Chile ya produce biodiésel a base de raps

Equipo científico-técnico de la Universidad de la Frontera genera 200 litros diarios. Científicos trabajan en cumplir normas nacionales y europeas requeridas para certificar la calidad del producto. Pruebas en autos arrojan rendimiento de 10,5 km/litro: un 4% menos que con petróleo. La Nación, 12 de noviembre de 2008.


Producir biodiésel a partir de raps, una planta oleaginosa disponible entre la Región del Bío Bío y la de los Lagos, es la propuesta del Departamento de Ingeniería Mecánica e Ingeniería Química de la Universidad de la Frontera (UFRO), en conjunto con Molino Gorbea y la Empresa Copec. Financiados por un proyecto Fondef (Conicyt), el equipo científico-técnico ya produce 200 litros diarios, en una planta piloto, en la que evalúan y mejoran las propiedades del producto que, en los próximos dos años, ya podría estar disponible a nivel comercial.

En Chile existen 160 mil hectáreas disponibles para el cultivo de raps, la mayor parte para producción de biodiésel, sin embargo, hoy poco de esto se utiliza con este fin, ya que los productores prefieren centrarse en la búsqueda de terrenos menos competitivos para obtener su materia prima y los cultivos de raps tradicionales siguen orientados a la producción de alimento para salmones.

Robinson Betancourt, académico de la UFRO y director del proyecto Biodiésel, explica que el objetivo es que la producción del combustible de origen vegetal se convierta en un aporte para solucionar la demanda energética interna, "esto, en ningún caso resuelve el problema total, el objetivo es llegar a aportar hasta el 5% del consumo nacional con diversos tipos de biocombustibles", indica.

Molino Gorbea, la empresa asociada, construyó una planta piloto con capacidad de 200 litros/día en sus instalaciones industriales. En ella, los investigadores optimizan el proceso de producción y evalúan que la calidad del biocombustible sea apropiada para su uso en un motor diésel convencional.
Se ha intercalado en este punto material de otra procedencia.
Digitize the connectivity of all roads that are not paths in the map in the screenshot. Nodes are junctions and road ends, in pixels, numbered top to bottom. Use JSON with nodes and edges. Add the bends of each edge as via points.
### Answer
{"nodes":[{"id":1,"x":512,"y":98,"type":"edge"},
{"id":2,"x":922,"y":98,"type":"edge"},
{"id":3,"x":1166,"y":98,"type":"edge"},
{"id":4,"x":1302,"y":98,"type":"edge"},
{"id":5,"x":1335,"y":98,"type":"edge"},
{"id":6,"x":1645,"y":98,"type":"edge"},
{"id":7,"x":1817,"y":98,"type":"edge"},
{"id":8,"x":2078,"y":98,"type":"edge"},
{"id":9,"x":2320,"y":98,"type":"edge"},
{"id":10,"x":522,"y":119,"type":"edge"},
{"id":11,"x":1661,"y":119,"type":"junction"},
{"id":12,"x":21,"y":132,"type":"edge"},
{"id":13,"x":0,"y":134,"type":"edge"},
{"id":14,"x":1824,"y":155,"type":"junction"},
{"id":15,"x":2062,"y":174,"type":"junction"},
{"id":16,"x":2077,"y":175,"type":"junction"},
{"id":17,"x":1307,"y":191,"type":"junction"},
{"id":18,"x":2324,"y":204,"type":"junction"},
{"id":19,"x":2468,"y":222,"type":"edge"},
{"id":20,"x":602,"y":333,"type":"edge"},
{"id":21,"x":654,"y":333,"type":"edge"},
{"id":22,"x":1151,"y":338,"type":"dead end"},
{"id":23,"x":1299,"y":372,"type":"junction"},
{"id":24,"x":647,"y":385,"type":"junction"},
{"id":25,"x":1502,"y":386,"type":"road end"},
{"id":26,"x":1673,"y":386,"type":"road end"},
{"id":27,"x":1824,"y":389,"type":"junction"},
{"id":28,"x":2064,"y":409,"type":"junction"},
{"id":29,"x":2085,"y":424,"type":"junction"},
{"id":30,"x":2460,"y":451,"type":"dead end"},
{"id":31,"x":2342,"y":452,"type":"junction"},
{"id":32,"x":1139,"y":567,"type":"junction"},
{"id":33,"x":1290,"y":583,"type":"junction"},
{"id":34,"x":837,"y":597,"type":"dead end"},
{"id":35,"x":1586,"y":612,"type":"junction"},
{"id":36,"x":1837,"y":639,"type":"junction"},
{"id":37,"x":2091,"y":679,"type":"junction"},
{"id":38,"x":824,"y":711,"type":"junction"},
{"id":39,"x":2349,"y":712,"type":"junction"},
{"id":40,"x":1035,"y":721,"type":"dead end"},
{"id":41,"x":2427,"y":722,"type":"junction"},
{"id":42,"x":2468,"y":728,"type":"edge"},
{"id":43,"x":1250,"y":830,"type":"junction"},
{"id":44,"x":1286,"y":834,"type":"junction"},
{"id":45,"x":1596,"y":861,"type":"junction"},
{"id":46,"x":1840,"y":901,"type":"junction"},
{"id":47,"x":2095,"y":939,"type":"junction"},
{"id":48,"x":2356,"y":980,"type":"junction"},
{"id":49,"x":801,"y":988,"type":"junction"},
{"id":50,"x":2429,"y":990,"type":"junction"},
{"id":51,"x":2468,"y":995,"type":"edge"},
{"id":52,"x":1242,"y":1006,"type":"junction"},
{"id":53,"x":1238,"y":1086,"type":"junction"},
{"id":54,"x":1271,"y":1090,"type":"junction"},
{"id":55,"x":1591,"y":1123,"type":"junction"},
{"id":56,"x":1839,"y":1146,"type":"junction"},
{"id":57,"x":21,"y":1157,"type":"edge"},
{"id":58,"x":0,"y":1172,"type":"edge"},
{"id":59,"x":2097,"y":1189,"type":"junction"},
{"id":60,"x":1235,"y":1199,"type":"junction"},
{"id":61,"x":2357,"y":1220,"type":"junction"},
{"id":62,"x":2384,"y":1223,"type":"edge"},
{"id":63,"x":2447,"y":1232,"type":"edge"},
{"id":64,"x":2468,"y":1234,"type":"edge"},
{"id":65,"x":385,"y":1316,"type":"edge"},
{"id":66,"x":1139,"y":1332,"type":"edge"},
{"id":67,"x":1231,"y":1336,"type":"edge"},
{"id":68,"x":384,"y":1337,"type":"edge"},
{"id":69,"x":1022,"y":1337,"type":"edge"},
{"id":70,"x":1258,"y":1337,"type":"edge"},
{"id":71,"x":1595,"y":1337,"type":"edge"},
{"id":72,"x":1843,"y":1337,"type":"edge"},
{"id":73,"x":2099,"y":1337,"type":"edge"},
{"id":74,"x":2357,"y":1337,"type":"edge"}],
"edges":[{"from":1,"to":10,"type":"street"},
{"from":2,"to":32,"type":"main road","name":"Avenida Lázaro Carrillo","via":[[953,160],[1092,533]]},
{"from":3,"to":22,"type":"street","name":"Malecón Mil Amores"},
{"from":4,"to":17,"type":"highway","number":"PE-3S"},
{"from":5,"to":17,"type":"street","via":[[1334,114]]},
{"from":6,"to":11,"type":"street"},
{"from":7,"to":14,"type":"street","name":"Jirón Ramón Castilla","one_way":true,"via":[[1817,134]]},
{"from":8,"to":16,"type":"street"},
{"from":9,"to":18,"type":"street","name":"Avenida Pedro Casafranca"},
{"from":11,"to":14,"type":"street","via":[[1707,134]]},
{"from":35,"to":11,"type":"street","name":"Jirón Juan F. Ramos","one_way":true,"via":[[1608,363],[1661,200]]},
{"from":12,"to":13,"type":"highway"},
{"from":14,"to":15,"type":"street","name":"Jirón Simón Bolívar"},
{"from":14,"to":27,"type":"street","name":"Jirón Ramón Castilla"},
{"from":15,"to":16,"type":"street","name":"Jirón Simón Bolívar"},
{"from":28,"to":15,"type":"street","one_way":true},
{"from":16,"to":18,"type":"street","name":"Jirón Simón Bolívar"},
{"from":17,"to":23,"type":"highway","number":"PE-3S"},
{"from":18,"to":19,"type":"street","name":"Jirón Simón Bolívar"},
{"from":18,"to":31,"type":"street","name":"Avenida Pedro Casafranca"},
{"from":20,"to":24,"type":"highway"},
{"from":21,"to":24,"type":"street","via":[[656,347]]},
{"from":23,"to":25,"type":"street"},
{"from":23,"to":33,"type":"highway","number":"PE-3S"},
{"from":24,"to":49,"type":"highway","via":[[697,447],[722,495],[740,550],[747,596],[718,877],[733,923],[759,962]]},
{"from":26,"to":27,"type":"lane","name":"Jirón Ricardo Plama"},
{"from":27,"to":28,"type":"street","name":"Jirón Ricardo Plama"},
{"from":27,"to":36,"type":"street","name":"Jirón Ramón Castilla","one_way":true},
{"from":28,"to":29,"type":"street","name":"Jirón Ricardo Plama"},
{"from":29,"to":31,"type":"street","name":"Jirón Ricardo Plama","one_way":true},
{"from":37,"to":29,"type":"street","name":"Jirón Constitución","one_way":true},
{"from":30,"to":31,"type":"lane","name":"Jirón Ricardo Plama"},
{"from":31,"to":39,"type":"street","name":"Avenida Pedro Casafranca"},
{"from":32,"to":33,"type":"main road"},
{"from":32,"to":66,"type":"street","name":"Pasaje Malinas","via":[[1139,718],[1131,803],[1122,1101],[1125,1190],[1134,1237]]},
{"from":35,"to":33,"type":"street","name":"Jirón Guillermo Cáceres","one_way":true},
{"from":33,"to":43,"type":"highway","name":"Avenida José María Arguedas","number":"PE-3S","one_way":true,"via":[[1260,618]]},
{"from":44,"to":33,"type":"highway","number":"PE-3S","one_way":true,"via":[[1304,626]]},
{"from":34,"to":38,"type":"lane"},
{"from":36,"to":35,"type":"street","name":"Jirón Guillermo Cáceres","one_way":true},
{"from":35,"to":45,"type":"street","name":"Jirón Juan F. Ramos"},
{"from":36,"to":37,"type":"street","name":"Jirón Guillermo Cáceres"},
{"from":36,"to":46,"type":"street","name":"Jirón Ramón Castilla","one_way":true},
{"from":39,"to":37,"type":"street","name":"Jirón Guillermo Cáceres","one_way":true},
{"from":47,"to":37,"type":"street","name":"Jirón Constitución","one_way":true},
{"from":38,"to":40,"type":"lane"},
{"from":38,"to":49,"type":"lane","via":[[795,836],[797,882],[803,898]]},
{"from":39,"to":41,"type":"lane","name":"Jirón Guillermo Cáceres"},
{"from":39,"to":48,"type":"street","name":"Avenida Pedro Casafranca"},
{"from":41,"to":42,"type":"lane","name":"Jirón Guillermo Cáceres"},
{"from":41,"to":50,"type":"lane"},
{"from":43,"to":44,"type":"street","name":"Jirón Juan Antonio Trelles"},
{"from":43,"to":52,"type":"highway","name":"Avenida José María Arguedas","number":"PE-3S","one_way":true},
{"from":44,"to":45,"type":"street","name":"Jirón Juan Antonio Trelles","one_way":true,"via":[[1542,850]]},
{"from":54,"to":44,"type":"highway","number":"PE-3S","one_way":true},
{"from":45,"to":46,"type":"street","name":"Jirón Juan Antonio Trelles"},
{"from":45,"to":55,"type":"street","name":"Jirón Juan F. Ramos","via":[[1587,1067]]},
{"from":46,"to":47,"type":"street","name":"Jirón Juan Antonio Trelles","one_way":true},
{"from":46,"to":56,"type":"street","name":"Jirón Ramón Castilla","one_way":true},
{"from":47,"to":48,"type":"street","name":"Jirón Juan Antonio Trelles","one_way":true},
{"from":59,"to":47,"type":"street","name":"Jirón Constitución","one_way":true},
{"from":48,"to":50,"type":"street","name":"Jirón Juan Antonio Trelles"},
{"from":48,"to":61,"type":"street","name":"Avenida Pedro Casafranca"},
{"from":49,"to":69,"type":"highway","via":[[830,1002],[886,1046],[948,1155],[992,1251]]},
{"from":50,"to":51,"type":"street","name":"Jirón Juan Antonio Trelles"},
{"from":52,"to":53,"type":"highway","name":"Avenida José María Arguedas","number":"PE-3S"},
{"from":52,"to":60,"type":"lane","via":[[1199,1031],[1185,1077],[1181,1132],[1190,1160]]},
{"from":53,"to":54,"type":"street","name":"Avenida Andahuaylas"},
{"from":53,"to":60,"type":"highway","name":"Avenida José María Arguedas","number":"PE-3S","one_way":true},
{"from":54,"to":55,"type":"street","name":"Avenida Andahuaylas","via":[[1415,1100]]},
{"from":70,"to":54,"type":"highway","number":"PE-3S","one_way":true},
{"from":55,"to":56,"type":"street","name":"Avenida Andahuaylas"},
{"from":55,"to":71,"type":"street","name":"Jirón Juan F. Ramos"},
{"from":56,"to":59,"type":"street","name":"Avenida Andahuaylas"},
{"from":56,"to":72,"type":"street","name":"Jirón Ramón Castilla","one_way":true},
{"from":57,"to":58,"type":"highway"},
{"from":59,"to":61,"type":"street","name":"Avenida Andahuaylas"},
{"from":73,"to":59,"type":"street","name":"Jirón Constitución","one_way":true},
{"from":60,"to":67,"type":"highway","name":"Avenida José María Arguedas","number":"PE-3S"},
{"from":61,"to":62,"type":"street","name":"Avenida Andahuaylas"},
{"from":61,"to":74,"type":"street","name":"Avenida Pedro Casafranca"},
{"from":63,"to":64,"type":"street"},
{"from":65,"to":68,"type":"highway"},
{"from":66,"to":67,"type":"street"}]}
En este momento, trabajan en satisfacer las variables necesarias para ofrecer un producto de calidad, realizando pruebas en una camioneta y un tractor, donde mezclan el biocombustible con diésel. En paralelo, realizan ensayos en quemadores de calderas con mezclas de fuel oil y biodiésel. Los primeros resultados en los vehículos arrojan un rendimiento de 10,5 kilómetros por litro, cerca de un 4% menos que cuando se utiliza petróleo. "Ningún biodiésel puede superar las propiedades del petróleo. La potencia de un motor con biodiésel es de 3% a 5% más baja que con diésel", señala Betancourt. Pero aún tiene la ventaja de ser amigable con el medio ambiente, "proviene de una fuente de cultivo renovable, que emite menos material particulado y azufre que el petróleo y, lo más importante, es de producción interna", indica.

Consumo humano

Respecto al debate por la utilización de terrenos que pueden destinarse a cultivos para consumo humano, el investigador señala que no se trata de arrasar con todo para plantar oleaginosas en cualquier parte, "se trata de utilizar el raps como cultivo de rotación en zonas acotadas entre el sur del Biobío y Llanquihue, por lo que se puede cultivar un año, al siguiente sembrar trigo y después volver a cultivar raps, lo que deja mucho nitrógeno en el suelo que beneficia al cultivo siguiente", explica.

"No estamos abocados a usar el terreno destinado a alimentación, no estamos botando bosques, ni podemos pasar más allá de la superficie destinada para biodiésel", señala Betancourt. "Lo importante es diversificar las materias primas para la producción de biodiésel. Sin duda que el raps, en volumen, sigue siendo la primera opción en nuestro país, pero es importante que se desarrollen cultivos también en el norte, como la jatropha y que se utilicen aceites y grasas residuales, así como también que se desarrolle el cultivo de algas para la producción de aceites", señala Rodrigo Navia, director alterno del proyecto.

Tomando en cuenta las diversas opciones que ofrece el territorio chileno para la producción de combustibles de origen vegetal y la reutilización de aceites, los fondos obtenidos a través del Fondef, también han sido utilizados en la implementación de un "laboratorio de biocombustibles", abierto a la comunidad, para cualquiera que esté interesado en producir y certificar su biodiésel. "La idea es que nos traiga su producto, el que será evaluado y se le orientará respecto a las cualidades que debe tener", indica Betancourt. "Si otros grupos de investigación producen biodiésel de otras materias primas tales como grasas, aceites usados u otro tipo de oleaginosas, son muy bienvenidos, ya que sumando esfuerzos podríamos llegar al aporte de 10% en el consumo nacional", concluye.